◆ BRIEF
In the data that follows, count each line holding the string "roads"; answer with the number only.

========================

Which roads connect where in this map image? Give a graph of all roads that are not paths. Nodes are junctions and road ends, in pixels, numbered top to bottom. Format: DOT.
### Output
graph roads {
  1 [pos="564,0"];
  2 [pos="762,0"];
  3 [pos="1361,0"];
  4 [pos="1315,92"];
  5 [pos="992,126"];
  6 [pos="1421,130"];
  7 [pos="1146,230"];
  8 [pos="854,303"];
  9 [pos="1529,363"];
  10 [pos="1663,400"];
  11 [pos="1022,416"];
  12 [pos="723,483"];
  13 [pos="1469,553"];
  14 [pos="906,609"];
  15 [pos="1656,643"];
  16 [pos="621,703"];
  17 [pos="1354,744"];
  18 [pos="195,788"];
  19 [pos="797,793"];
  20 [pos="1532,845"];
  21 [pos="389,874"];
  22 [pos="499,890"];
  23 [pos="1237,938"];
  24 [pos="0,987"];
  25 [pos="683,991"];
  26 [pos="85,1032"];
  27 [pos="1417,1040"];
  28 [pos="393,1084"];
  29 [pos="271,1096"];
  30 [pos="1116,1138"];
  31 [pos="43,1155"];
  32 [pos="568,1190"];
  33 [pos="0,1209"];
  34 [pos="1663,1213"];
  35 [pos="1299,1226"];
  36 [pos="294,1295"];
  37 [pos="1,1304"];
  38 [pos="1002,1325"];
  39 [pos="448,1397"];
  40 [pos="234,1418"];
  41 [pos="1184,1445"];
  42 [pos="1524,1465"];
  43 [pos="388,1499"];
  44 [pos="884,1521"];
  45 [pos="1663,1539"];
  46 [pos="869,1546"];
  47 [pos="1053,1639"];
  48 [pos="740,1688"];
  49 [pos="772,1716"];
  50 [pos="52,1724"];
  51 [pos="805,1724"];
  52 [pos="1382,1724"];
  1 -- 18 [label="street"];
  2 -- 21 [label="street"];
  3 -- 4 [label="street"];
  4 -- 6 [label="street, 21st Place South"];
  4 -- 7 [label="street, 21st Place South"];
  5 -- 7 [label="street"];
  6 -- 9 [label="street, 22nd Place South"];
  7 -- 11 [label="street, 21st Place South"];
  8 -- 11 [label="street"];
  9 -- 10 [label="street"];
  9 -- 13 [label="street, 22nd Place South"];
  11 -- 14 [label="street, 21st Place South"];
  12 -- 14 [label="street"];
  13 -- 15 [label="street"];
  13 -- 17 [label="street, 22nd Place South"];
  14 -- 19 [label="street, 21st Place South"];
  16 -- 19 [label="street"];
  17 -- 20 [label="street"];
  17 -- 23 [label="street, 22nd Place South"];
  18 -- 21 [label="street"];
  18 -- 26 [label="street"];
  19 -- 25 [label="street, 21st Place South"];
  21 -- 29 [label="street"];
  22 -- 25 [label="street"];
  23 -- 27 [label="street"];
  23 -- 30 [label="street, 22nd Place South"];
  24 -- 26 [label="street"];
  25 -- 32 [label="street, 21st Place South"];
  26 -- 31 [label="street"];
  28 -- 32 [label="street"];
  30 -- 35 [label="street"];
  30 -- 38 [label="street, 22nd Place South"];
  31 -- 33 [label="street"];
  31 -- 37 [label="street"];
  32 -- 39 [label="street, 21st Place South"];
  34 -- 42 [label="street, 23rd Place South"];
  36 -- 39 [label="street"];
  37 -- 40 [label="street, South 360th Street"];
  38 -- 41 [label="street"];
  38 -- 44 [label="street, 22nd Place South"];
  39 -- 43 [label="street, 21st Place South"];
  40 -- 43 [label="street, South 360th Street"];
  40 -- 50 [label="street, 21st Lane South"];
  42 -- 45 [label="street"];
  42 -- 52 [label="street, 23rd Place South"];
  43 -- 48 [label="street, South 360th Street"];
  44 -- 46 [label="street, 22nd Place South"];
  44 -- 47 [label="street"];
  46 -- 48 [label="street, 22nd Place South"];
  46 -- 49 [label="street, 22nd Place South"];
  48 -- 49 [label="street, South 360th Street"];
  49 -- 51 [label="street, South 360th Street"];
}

========================

◆ TASK RESULT
2